== Task requirements ==
Your answer must contain each line of the data, copied exactly.

───── Task material

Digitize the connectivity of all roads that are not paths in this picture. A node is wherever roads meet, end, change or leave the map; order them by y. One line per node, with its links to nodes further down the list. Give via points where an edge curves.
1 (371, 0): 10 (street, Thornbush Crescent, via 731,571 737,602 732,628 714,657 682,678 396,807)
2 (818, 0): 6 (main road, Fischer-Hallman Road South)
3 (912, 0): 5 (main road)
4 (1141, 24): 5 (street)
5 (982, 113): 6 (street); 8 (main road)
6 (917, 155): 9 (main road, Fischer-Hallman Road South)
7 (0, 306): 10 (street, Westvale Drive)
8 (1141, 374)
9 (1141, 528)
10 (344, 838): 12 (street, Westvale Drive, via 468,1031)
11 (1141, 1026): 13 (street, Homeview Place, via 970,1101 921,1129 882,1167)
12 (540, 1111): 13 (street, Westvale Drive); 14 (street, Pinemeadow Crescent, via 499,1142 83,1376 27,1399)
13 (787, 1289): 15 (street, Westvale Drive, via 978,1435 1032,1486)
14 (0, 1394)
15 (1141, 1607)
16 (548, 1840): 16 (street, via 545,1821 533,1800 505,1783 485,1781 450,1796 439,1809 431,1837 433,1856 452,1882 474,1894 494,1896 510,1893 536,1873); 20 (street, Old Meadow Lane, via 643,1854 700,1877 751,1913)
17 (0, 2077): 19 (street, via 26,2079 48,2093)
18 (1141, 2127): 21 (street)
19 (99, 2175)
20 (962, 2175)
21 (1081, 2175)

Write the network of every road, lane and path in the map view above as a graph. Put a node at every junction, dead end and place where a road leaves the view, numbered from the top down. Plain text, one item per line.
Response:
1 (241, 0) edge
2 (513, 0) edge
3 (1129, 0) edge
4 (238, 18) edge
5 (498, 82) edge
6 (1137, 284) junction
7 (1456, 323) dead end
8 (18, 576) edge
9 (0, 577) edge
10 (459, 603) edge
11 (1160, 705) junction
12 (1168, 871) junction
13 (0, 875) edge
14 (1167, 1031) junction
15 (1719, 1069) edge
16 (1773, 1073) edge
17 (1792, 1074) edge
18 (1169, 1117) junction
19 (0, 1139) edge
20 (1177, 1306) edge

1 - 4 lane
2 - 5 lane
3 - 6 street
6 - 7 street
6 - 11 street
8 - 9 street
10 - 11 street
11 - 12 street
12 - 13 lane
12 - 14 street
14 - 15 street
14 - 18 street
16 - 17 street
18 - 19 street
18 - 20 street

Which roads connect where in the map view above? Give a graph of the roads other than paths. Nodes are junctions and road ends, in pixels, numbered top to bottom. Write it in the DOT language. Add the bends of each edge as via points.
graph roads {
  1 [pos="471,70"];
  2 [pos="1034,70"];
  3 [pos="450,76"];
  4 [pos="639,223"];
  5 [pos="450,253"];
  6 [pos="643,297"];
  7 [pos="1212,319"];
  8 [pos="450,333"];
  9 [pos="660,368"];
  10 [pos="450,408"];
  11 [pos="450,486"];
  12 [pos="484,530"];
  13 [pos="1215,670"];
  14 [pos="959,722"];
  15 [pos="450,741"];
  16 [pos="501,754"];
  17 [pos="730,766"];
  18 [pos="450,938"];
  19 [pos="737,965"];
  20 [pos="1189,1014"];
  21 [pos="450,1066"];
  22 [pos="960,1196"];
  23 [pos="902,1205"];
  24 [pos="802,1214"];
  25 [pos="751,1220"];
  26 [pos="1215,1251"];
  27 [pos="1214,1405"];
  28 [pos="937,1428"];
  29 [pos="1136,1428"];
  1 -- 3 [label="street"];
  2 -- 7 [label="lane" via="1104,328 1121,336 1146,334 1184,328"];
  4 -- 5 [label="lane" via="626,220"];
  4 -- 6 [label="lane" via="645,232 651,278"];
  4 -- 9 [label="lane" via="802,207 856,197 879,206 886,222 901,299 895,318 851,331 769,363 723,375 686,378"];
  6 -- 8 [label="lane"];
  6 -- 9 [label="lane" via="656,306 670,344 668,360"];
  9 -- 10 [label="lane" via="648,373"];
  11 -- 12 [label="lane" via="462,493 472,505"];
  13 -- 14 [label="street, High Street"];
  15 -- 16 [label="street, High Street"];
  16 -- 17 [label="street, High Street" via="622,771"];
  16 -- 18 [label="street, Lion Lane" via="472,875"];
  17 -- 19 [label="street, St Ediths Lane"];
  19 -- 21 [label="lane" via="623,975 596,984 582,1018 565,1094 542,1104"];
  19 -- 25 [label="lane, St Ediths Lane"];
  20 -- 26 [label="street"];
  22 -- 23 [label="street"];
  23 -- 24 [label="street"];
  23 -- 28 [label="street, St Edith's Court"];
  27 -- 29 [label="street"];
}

──────────

== Written solution ==
Digitize the connectivity of all roads that are not paths in this picture. A node is wherever roads meet, end, change or leave the map; order them by y. One line per node, with its links to nodes further down the list. Give via points where an edge curves.
1 (371, 0): 10 (street, Thornbush Crescent, via 731,571 737,602 732,628 714,657 682,678 396,807)
2 (818, 0): 6 (main road, Fischer-Hallman Road South)
3 (912, 0): 5 (main road)
4 (1141, 24): 5 (street)
5 (982, 113): 6 (street); 8 (main road)
6 (917, 155): 9 (main road, Fischer-Hallman Road South)
7 (0, 306): 10 (street, Westvale Drive)
8 (1141, 374)
9 (1141, 528)
10 (344, 838): 12 (street, Westvale Drive, via 468,1031)
11 (1141, 1026): 13 (street, Homeview Place, via 970,1101 921,1129 882,1167)
12 (540, 1111): 13 (street, Westvale Drive); 14 (street, Pinemeadow Crescent, via 499,1142 83,1376 27,1399)
13 (787, 1289): 15 (street, Westvale Drive, via 978,1435 1032,1486)
14 (0, 1394)
15 (1141, 1607)
16 (548, 1840): 16 (street, via 545,1821 533,1800 505,1783 485,1781 450,1796 439,1809 431,1837 433,1856 452,1882 474,1894 494,1896 510,1893 536,1873); 20 (street, Old Meadow Lane, via 643,1854 700,1877 751,1913)
17 (0, 2077): 19 (street, via 26,2079 48,2093)
18 (1141, 2127): 21 (street)
19 (99, 2175)
20 (962, 2175)
21 (1081, 2175)

Write the network of every road, lane and path in the map view above as a graph. Put a node at every junction, dead end and place where a road leaves the view, numbered from the top down. Plain text, one item per line.
Response:
1 (241, 0) edge
2 (513, 0) edge
3 (1129, 0) edge
4 (238, 18) edge
5 (498, 82) edge
6 (1137, 284) junction
7 (1456, 323) dead end
8 (18, 576) edge
9 (0, 577) edge
10 (459, 603) edge
11 (1160, 705) junction
12 (1168, 871) junction
13 (0, 875) edge
14 (1167, 1031) junction
15 (1719, 1069) edge
16 (1773, 1073) edge
17 (1792, 1074) edge
18 (1169, 1117) junction
19 (0, 1139) edge
20 (1177, 1306) edge

1 - 4 lane
2 - 5 lane
3 - 6 street
6 - 7 street
6 - 11 street
8 - 9 street
10 - 11 street
11 - 12 street
12 - 13 lane
12 - 14 street
14 - 15 street
14 - 18 street
16 - 17 street
18 - 19 street
18 - 20 street

Which roads connect where in the map view above? Give a graph of the roads other than paths. Nodes are junctions and road ends, in pixels, numbered top to bottom. Write it in the DOT language. Add the bends of each edge as via points.
graph roads {
  1 [pos="471,70"];
  2 [pos="1034,70"];
  3 [pos="450,76"];
  4 [pos="639,223"];
  5 [pos="450,253"];
  6 [pos="643,297"];
  7 [pos="1212,319"];
  8 [pos="450,333"];
  9 [pos="660,368"];
  10 [pos="450,408"];
  11 [pos="450,486"];
  12 [pos="484,530"];
  13 [pos="1215,670"];
  14 [pos="959,722"];
  15 [pos="450,741"];
  16 [pos="501,754"];
  17 [pos="730,766"];
  18 [pos="450,938"];
  19 [pos="737,965"];
  20 [pos="1189,1014"];
  21 [pos="450,1066"];
  22 [pos="960,1196"];
  23 [pos="902,1205"];
  24 [pos="802,1214"];
  25 [pos="751,1220"];
  26 [pos="1215,1251"];
  27 [pos="1214,1405"];
  28 [pos="937,1428"];
  29 [pos="1136,1428"];
  1 -- 3 [label="street"];
  2 -- 7 [label="lane" via="1104,328 1121,336 1146,334 1184,328"];
  4 -- 5 [label="lane" via="626,220"];
  4 -- 6 [label="lane" via="645,232 651,278"];
  4 -- 9 [label="lane" via="802,207 856,197 879,206 886,222 901,299 895,318 851,331 769,363 723,375 686,378"];
  6 -- 8 [label="lane"];
  6 -- 9 [label="lane" via="656,306 670,344 668,360"];
  9 -- 10 [label="lane" via="648,373"];
  11 -- 12 [label="lane" via="462,493 472,505"];
  13 -- 14 [label="street, High Street"];
  15 -- 16 [label="street, High Street"];
  16 -- 17 [label="street, High Street" via="622,771"];
  16 -- 18 [label="street, Lion Lane" via="472,875"];
  17 -- 19 [label="street, St Ediths Lane"];
  19 -- 21 [label="lane" via="623,975 596,984 582,1018 565,1094 542,1104"];
  19 -- 25 [label="lane, St Ediths Lane"];
  20 -- 26 [label="street"];
  22 -- 23 [label="street"];
  23 -- 24 [label="street"];
  23 -- 28 [label="street, St Edith's Court"];
  27 -- 29 [label="street"];
}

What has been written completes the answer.